• Aim of the task:
Your result should be the lines holding the word "nodes", copied from the entries below.

• Supplied material:
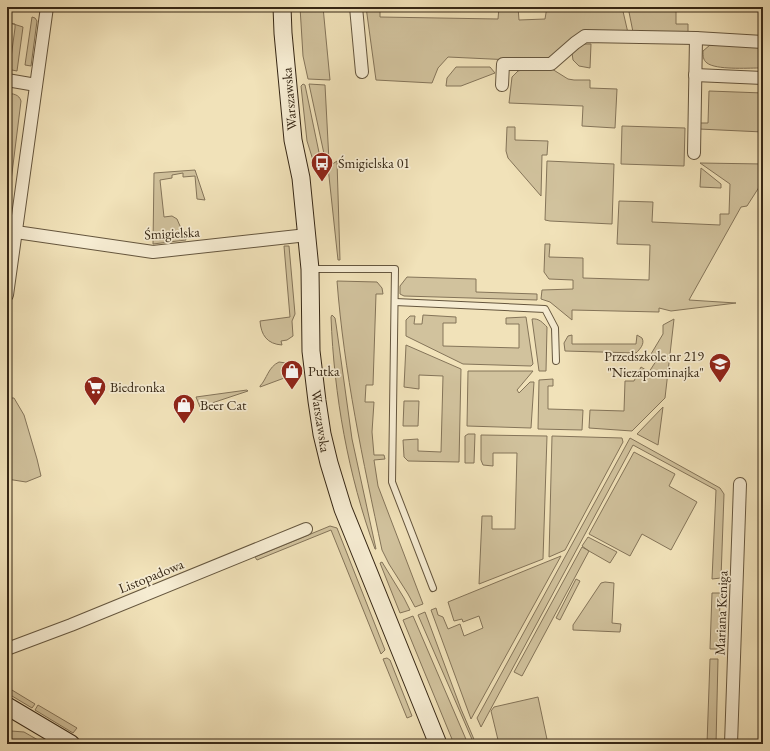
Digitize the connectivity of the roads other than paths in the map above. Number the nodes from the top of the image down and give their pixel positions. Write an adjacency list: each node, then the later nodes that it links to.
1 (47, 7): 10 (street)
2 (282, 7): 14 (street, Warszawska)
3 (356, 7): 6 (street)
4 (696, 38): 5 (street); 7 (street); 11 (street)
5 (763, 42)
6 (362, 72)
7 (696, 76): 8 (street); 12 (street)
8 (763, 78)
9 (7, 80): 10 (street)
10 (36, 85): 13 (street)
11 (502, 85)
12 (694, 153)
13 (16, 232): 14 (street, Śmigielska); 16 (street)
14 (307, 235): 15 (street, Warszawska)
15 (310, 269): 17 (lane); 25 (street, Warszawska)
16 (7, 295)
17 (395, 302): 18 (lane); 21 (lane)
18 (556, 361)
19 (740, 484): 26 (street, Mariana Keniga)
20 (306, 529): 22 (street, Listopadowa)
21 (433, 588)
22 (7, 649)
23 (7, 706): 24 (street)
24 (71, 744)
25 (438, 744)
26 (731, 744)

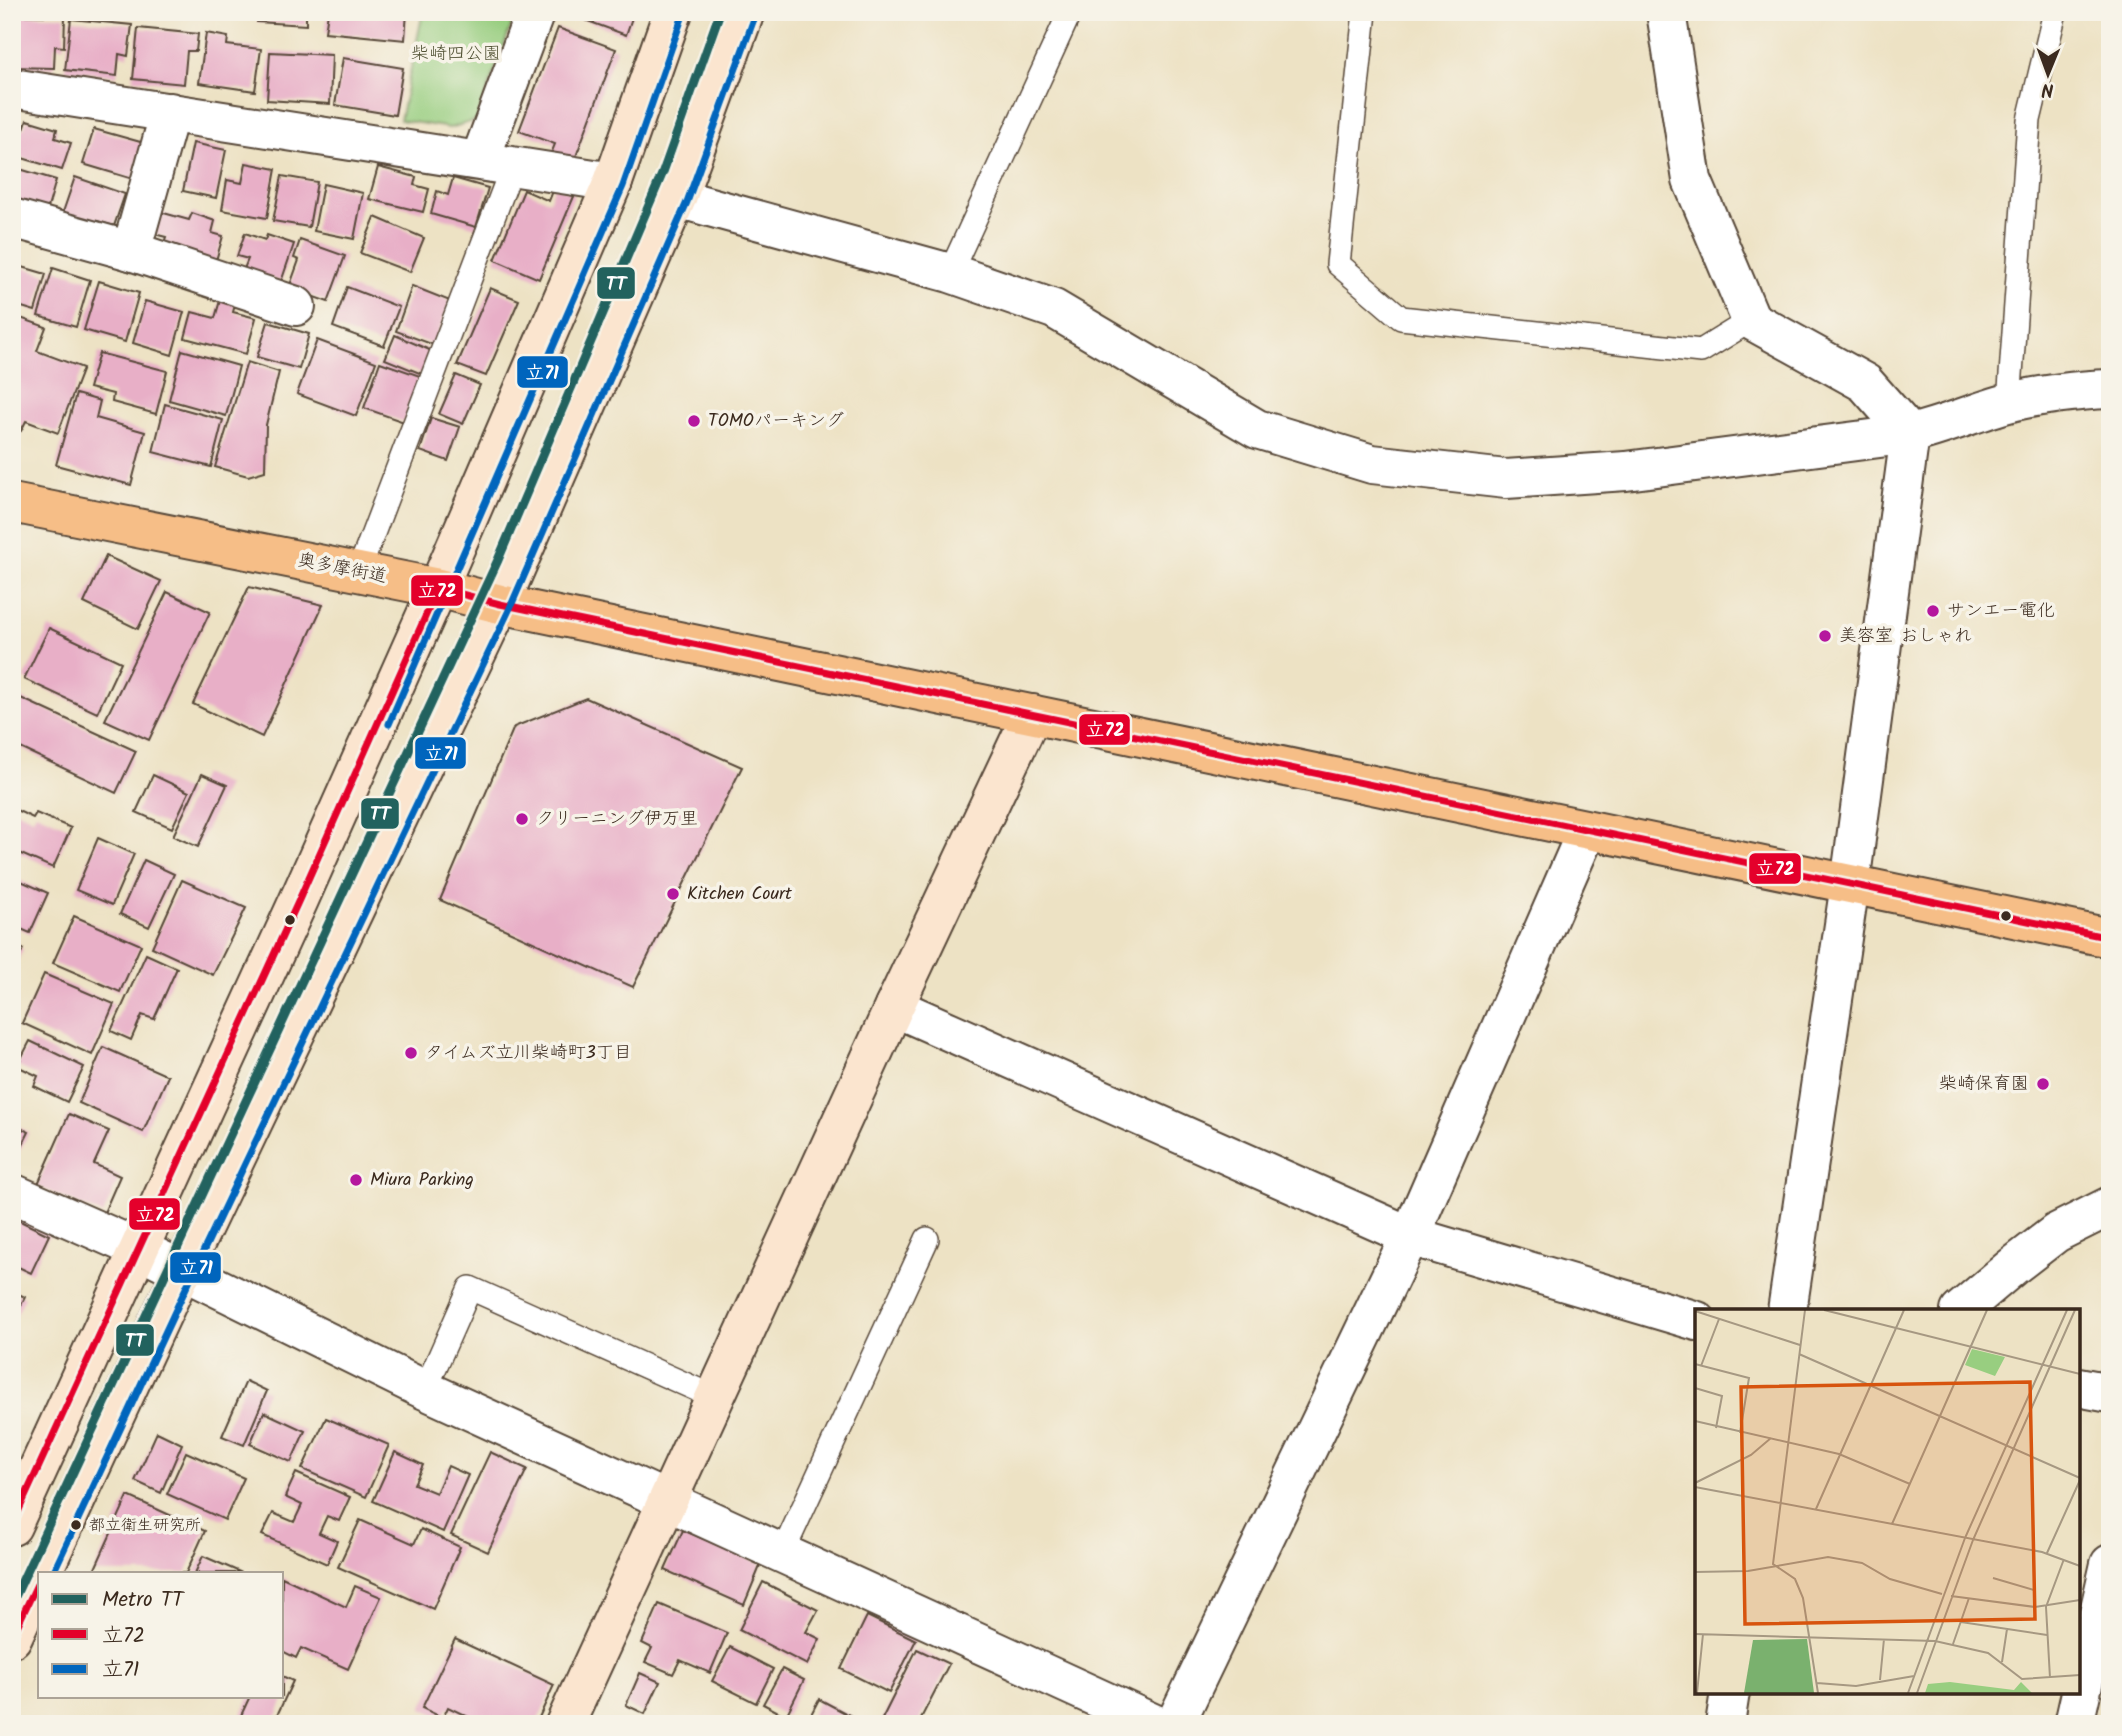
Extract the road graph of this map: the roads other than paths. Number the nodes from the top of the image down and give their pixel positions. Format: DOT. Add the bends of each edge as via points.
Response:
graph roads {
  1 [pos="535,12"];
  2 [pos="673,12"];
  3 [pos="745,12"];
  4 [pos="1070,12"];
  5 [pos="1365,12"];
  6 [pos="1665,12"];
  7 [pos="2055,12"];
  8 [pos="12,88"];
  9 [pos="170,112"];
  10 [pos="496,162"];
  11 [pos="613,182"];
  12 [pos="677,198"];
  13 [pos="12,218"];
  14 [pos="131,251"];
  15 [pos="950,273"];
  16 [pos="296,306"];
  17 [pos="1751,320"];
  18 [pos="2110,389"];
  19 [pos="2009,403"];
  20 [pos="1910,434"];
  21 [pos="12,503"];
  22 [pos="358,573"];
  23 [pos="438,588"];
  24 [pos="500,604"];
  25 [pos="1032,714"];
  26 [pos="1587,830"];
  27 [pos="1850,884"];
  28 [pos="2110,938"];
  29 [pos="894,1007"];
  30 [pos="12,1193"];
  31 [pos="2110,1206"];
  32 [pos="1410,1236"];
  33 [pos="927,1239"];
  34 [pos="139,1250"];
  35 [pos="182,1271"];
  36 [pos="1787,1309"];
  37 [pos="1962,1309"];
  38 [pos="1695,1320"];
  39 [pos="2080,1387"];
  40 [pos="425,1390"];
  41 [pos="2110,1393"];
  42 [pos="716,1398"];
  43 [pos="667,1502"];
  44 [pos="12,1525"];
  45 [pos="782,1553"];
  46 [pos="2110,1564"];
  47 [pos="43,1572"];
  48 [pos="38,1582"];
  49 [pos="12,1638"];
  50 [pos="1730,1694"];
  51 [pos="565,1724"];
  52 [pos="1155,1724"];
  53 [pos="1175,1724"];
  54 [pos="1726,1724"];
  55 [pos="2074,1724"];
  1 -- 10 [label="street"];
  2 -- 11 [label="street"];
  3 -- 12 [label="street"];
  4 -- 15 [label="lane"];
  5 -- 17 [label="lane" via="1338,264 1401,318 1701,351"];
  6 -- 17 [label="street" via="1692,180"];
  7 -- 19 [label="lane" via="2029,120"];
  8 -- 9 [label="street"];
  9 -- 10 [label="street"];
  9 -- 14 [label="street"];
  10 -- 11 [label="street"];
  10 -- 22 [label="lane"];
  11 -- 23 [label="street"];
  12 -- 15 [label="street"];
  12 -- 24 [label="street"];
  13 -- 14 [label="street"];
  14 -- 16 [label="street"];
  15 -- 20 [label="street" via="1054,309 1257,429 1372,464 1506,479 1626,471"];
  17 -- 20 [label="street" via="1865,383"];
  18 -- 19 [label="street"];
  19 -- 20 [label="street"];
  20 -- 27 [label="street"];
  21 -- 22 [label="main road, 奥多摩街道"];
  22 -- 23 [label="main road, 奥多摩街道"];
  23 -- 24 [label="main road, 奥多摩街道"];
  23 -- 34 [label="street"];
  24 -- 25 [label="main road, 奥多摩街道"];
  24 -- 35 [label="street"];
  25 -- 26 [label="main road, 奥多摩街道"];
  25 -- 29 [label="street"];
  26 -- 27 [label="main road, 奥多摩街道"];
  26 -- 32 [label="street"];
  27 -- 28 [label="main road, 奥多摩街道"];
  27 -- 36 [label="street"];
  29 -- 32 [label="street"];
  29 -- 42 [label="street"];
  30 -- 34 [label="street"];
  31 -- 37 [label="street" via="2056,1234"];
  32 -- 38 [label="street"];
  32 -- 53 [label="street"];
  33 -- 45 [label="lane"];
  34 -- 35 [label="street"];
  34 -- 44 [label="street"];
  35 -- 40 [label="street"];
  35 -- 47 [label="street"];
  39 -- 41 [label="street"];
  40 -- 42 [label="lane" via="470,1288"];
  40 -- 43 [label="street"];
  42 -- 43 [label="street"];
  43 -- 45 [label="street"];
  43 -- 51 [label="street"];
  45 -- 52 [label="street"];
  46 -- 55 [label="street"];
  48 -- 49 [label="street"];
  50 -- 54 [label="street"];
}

• Exercise output:
Digitize the connectivity of the roads other than paths in the map above. Number the nodes from the top of the image down and give their pixel positions. Write an adjacency list: each node, then the later nodes that it links to.
Extract the road graph of this map: the roads other than paths. Number the nodes from the top of the image down and give their pixel positions. Format: DOT. Add the bends of each edge as via points.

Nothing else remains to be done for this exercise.